Images and descriptions of Christ’s Crucifixion dominate the Christian understanding of the atonement. Even Mormons summon the gruesome details of Roman capital punishment to buttress the emotional impact of their atonement rhetoric. Yet the accepted Mormon theology places the Grand Finale of Jesus’s mortal ministry squarely in the Garden of Gesthemane. There He bled from every pore atoning for our sins, the sins of the world. Christ did not, strictly speaking, die for our sins.

The execution narrative that follows the story of the atonement appears to be mere epilogue: being betrayed by one of His own, being dragged away to a series of show trials, being brutally beaten and mocked, and being crucified. My question is quite simple: Why?

What follows is my attempt to piece together and analyze four possible explanations (in no particular order).

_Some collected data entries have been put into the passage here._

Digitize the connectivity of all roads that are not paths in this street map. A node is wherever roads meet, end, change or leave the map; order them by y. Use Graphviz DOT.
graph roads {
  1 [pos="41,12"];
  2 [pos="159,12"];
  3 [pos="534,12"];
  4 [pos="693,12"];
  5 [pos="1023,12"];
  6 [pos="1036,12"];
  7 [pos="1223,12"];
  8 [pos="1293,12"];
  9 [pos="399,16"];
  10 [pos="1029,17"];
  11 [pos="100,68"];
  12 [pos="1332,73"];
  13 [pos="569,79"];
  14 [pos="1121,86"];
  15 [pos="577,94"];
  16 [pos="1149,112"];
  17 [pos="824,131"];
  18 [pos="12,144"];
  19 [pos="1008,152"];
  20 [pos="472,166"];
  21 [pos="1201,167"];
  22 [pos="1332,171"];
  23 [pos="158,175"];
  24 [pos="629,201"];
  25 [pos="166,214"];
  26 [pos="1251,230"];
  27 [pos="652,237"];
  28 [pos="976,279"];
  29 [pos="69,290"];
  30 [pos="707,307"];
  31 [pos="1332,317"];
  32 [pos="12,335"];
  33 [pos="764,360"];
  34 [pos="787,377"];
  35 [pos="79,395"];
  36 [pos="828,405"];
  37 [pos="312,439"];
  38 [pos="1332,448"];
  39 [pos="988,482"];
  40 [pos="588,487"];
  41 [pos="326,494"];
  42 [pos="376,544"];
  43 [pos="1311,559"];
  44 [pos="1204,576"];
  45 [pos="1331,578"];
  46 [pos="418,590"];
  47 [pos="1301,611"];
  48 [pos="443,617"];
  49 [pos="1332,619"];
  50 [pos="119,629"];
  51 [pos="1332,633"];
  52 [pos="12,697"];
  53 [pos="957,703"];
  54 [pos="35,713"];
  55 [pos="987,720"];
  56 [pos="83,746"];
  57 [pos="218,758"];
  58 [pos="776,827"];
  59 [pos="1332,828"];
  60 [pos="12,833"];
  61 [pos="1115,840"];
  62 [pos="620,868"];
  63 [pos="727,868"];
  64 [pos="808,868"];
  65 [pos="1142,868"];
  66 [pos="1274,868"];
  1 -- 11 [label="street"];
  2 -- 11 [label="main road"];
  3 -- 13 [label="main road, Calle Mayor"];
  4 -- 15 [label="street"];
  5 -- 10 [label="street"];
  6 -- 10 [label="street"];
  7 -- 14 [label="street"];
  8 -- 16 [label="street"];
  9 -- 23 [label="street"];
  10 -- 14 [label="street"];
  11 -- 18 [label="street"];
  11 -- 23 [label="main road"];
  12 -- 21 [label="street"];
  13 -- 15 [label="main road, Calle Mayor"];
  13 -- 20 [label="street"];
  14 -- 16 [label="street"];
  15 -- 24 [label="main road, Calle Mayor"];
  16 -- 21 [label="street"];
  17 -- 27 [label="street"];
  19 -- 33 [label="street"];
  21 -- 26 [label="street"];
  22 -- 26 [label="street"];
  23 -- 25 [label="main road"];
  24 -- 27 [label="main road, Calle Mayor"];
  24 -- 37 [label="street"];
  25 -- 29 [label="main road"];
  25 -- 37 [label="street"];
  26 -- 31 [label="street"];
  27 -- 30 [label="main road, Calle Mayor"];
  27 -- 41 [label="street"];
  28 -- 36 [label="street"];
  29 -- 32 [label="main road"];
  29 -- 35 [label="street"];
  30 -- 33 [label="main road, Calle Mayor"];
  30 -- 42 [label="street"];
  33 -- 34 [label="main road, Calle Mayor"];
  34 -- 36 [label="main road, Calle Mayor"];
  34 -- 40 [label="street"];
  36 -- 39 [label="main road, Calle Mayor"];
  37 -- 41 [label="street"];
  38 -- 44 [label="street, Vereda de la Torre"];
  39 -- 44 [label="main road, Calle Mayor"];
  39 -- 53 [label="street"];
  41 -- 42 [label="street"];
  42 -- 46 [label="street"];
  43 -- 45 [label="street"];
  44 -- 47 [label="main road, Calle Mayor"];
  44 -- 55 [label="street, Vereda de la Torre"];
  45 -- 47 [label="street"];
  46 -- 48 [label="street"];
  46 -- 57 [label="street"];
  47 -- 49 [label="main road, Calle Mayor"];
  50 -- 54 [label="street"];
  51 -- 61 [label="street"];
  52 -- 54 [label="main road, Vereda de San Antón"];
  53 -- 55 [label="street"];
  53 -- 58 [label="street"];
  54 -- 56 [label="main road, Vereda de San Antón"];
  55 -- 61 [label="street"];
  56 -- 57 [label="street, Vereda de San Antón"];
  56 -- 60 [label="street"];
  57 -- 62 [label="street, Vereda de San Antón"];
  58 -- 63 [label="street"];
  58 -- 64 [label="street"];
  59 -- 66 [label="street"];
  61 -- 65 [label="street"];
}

First, some believe that the very ignominy of crucifixion points to Jesus’ historical legitimacy. Ed Snow has advanced this position in the bloggernacle. The idea is that if early Christians wanted to emphasize the glory of their Messiah, it’s unlikely that they’d say He was crucified unless it actually happened; it constitutes what lawyers call an “admission against interest,” which is among the most powerful kinds of testimony.

Second, Christ’s death fulfilled prophecy. As we read it, the Old Testament is loaded with references to various details of Christ’s life and death. We might surmise that a brutally savage death was necessary to fulfill these prophecies.

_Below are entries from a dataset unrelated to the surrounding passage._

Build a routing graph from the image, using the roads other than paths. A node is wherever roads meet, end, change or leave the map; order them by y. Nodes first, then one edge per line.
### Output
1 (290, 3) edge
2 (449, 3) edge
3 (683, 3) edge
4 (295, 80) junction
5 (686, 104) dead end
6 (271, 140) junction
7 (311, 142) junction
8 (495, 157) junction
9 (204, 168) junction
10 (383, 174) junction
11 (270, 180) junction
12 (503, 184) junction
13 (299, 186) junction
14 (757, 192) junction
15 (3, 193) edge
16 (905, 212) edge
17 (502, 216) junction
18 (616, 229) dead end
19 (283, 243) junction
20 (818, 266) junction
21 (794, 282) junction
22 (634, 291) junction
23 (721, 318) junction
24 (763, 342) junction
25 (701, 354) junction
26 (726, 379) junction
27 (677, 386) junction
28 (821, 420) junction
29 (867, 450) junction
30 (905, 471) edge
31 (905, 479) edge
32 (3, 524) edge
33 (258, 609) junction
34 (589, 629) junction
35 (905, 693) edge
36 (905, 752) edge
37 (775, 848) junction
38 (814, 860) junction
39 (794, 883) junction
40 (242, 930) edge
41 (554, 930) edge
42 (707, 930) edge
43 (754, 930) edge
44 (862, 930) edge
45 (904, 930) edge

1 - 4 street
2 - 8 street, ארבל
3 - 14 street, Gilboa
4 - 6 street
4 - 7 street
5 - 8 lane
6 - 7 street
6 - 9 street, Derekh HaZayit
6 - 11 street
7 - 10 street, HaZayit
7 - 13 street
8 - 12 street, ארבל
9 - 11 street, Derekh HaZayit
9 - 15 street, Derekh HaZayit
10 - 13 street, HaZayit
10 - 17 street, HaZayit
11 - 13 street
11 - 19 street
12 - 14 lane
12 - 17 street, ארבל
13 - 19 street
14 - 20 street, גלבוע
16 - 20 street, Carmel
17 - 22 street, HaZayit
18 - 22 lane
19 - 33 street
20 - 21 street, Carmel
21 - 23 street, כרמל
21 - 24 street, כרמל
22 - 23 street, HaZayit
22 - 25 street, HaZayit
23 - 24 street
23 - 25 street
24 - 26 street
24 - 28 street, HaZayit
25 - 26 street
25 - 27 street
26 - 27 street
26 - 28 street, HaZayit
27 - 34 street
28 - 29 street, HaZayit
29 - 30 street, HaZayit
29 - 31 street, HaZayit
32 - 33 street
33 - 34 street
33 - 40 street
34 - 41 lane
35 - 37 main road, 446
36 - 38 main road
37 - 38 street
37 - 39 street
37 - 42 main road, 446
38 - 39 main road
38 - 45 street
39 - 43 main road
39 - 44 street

Third, the suffering on the cross may well have been Jesus’s final test. Enduring to the end is essential to salvation, and a final test was necessary to seal Jesus’s atoning sacrifice with His blood.

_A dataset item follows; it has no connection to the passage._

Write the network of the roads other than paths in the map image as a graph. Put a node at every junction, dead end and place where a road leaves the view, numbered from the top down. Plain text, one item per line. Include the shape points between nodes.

Fourth, one might argue that something brutal and final was needed to make the resurrection dramatic. If He’d have died in private, His death and resurrection could be plausibly interpreted by detractors as simply an emergence from a period of hiding.

It should hardly surprise readers that I don’t find any of these to be persuasive.

Regarding the ignominy the Crucifixion, early Christians likely cherished the story of Jesus’s brutal death as much as we do. The New Testament stories would be a bit anti-climatic if Jesus had simply surrendered His spirit right there on the spot in Gesthemane, or if He’d gone on to live to a ripe old age, died of natural causes, and arose three days later, resurrected with a perfected body.

The second argument, which appeals to prophecy, gets things the wrong way around. Did the crucifixion occur because it was prophesied? Or did men prophecy of Christ’s crucifixion because it was going to occur? Moreover, the second argument seems to beg the question. Why was it necessary to prophecy that He’d suffer a brutal death? Why not prophecy natural causes or drowning?

The third argument that the cross offered a last temptation has a certain appeal, I believe, to those whose Christology focuses on the impact that Jesus’s humanity had on His mission. It is unclear, however, what purpose such extra testing might have served. He’d been tested all His life, including a face-to-face with Satan. He’d already performed the atonement, which was more painful than anything mortals could inflict on Him — everything after the atonement would have been a drop in the bucket.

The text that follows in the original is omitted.